Top of Information given

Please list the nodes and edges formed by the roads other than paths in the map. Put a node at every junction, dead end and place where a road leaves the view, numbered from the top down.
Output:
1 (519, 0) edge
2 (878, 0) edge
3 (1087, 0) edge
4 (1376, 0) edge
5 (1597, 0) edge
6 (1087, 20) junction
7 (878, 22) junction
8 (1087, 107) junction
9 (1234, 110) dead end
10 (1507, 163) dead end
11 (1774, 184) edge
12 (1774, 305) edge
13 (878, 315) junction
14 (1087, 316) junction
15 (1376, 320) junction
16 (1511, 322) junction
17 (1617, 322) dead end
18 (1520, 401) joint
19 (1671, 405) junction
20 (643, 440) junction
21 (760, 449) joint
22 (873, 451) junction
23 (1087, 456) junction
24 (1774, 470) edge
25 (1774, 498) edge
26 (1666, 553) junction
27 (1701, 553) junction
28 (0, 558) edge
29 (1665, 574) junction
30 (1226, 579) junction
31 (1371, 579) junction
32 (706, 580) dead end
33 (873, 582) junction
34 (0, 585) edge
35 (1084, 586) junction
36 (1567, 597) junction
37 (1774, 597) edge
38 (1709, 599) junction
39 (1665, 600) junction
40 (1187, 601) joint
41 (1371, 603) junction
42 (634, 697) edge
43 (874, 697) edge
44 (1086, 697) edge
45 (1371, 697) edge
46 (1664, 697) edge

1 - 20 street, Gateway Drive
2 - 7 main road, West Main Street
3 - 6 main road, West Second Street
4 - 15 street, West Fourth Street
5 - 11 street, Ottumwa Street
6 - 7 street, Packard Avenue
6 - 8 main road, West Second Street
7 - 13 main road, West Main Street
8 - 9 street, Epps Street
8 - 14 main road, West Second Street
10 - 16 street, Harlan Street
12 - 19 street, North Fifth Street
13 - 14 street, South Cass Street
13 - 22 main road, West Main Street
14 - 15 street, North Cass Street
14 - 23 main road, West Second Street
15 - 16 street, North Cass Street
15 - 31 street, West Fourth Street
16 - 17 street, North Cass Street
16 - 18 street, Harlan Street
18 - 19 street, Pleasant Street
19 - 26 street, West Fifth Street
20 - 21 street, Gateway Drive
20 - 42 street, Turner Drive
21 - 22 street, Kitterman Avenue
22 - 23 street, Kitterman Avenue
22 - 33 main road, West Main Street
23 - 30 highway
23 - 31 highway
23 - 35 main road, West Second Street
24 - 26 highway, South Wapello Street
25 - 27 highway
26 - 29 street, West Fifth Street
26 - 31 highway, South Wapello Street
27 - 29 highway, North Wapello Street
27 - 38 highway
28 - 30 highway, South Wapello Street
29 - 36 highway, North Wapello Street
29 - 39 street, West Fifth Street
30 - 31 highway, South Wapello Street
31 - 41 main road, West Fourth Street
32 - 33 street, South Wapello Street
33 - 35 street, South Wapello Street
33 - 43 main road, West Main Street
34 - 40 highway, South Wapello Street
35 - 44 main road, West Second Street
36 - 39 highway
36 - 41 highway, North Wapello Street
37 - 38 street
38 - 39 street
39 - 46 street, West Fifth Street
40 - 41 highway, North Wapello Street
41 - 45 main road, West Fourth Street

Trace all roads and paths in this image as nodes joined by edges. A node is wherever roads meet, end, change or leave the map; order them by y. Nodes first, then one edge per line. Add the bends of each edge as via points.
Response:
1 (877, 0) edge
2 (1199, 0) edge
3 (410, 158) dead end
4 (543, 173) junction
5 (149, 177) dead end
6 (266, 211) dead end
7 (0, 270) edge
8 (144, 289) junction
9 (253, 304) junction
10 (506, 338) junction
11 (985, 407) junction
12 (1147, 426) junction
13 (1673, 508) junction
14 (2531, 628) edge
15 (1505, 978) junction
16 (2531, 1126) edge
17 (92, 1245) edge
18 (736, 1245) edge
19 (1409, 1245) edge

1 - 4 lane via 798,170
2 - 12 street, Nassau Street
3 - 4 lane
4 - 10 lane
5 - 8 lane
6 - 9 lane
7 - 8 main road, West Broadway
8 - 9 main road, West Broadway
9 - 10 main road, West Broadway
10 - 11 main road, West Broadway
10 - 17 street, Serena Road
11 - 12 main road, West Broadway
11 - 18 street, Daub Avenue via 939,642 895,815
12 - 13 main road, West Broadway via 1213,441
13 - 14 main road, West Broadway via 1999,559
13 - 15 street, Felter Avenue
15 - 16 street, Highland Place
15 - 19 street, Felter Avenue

Bottom of Information given

## Work to be completed
Please type the entries above out again exactly.

## Expected answer
Please list the nodes and edges formed by the roads other than paths in the map. Put a node at every junction, dead end and place where a road leaves the view, numbered from the top down.
Output:
1 (519, 0) edge
2 (878, 0) edge
3 (1087, 0) edge
4 (1376, 0) edge
5 (1597, 0) edge
6 (1087, 20) junction
7 (878, 22) junction
8 (1087, 107) junction
9 (1234, 110) dead end
10 (1507, 163) dead end
11 (1774, 184) edge
12 (1774, 305) edge
13 (878, 315) junction
14 (1087, 316) junction
15 (1376, 320) junction
16 (1511, 322) junction
17 (1617, 322) dead end
18 (1520, 401) joint
19 (1671, 405) junction
20 (643, 440) junction
21 (760, 449) joint
22 (873, 451) junction
23 (1087, 456) junction
24 (1774, 470) edge
25 (1774, 498) edge
26 (1666, 553) junction
27 (1701, 553) junction
28 (0, 558) edge
29 (1665, 574) junction
30 (1226, 579) junction
31 (1371, 579) junction
32 (706, 580) dead end
33 (873, 582) junction
34 (0, 585) edge
35 (1084, 586) junction
36 (1567, 597) junction
37 (1774, 597) edge
38 (1709, 599) junction
39 (1665, 600) junction
40 (1187, 601) joint
41 (1371, 603) junction
42 (634, 697) edge
43 (874, 697) edge
44 (1086, 697) edge
45 (1371, 697) edge
46 (1664, 697) edge

1 - 20 street, Gateway Drive
2 - 7 main road, West Main Street
3 - 6 main road, West Second Street
4 - 15 street, West Fourth Street
5 - 11 street, Ottumwa Street
6 - 7 street, Packard Avenue
6 - 8 main road, West Second Street
7 - 13 main road, West Main Street
8 - 9 street, Epps Street
8 - 14 main road, West Second Street
10 - 16 street, Harlan Street
12 - 19 street, North Fifth Street
13 - 14 street, South Cass Street
13 - 22 main road, West Main Street
14 - 15 street, North Cass Street
14 - 23 main road, West Second Street
15 - 16 street, North Cass Street
15 - 31 street, West Fourth Street
16 - 17 street, North Cass Street
16 - 18 street, Harlan Street
18 - 19 street, Pleasant Street
19 - 26 street, West Fifth Street
20 - 21 street, Gateway Drive
20 - 42 street, Turner Drive
21 - 22 street, Kitterman Avenue
22 - 23 street, Kitterman Avenue
22 - 33 main road, West Main Street
23 - 30 highway
23 - 31 highway
23 - 35 main road, West Second Street
24 - 26 highway, South Wapello Street
25 - 27 highway
26 - 29 street, West Fifth Street
26 - 31 highway, South Wapello Street
27 - 29 highway, North Wapello Street
27 - 38 highway
28 - 30 highway, South Wapello Street
29 - 36 highway, North Wapello Street
29 - 39 street, West Fifth Street
30 - 31 highway, South Wapello Street
31 - 41 main road, West Fourth Street
32 - 33 street, South Wapello Street
33 - 35 street, South Wapello Street
33 - 43 main road, West Main Street
34 - 40 highway, South Wapello Street
35 - 44 main road, West Second Street
36 - 39 highway
36 - 41 highway, North Wapello Street
37 - 38 street
38 - 39 street
39 - 46 street, West Fifth Street
40 - 41 highway, North Wapello Street
41 - 45 main road, West Fourth Street

Trace all roads and paths in this image as nodes joined by edges. A node is wherever roads meet, end, change or leave the map; order them by y. Nodes first, then one edge per line. Add the bends of each edge as via points.
Response:
1 (877, 0) edge
2 (1199, 0) edge
3 (410, 158) dead end
4 (543, 173) junction
5 (149, 177) dead end
6 (266, 211) dead end
7 (0, 270) edge
8 (144, 289) junction
9 (253, 304) junction
10 (506, 338) junction
11 (985, 407) junction
12 (1147, 426) junction
13 (1673, 508) junction
14 (2531, 628) edge
15 (1505, 978) junction
16 (2531, 1126) edge
17 (92, 1245) edge
18 (736, 1245) edge
19 (1409, 1245) edge

1 - 4 lane via 798,170
2 - 12 street, Nassau Street
3 - 4 lane
4 - 10 lane
5 - 8 lane
6 - 9 lane
7 - 8 main road, West Broadway
8 - 9 main road, West Broadway
9 - 10 main road, West Broadway
10 - 11 main road, West Broadway
10 - 17 street, Serena Road
11 - 12 main road, West Broadway
11 - 18 street, Daub Avenue via 939,642 895,815
12 - 13 main road, West Broadway via 1213,441
13 - 14 main road, West Broadway via 1999,559
13 - 15 street, Felter Avenue
15 - 16 street, Highland Place
15 - 19 street, Felter Avenue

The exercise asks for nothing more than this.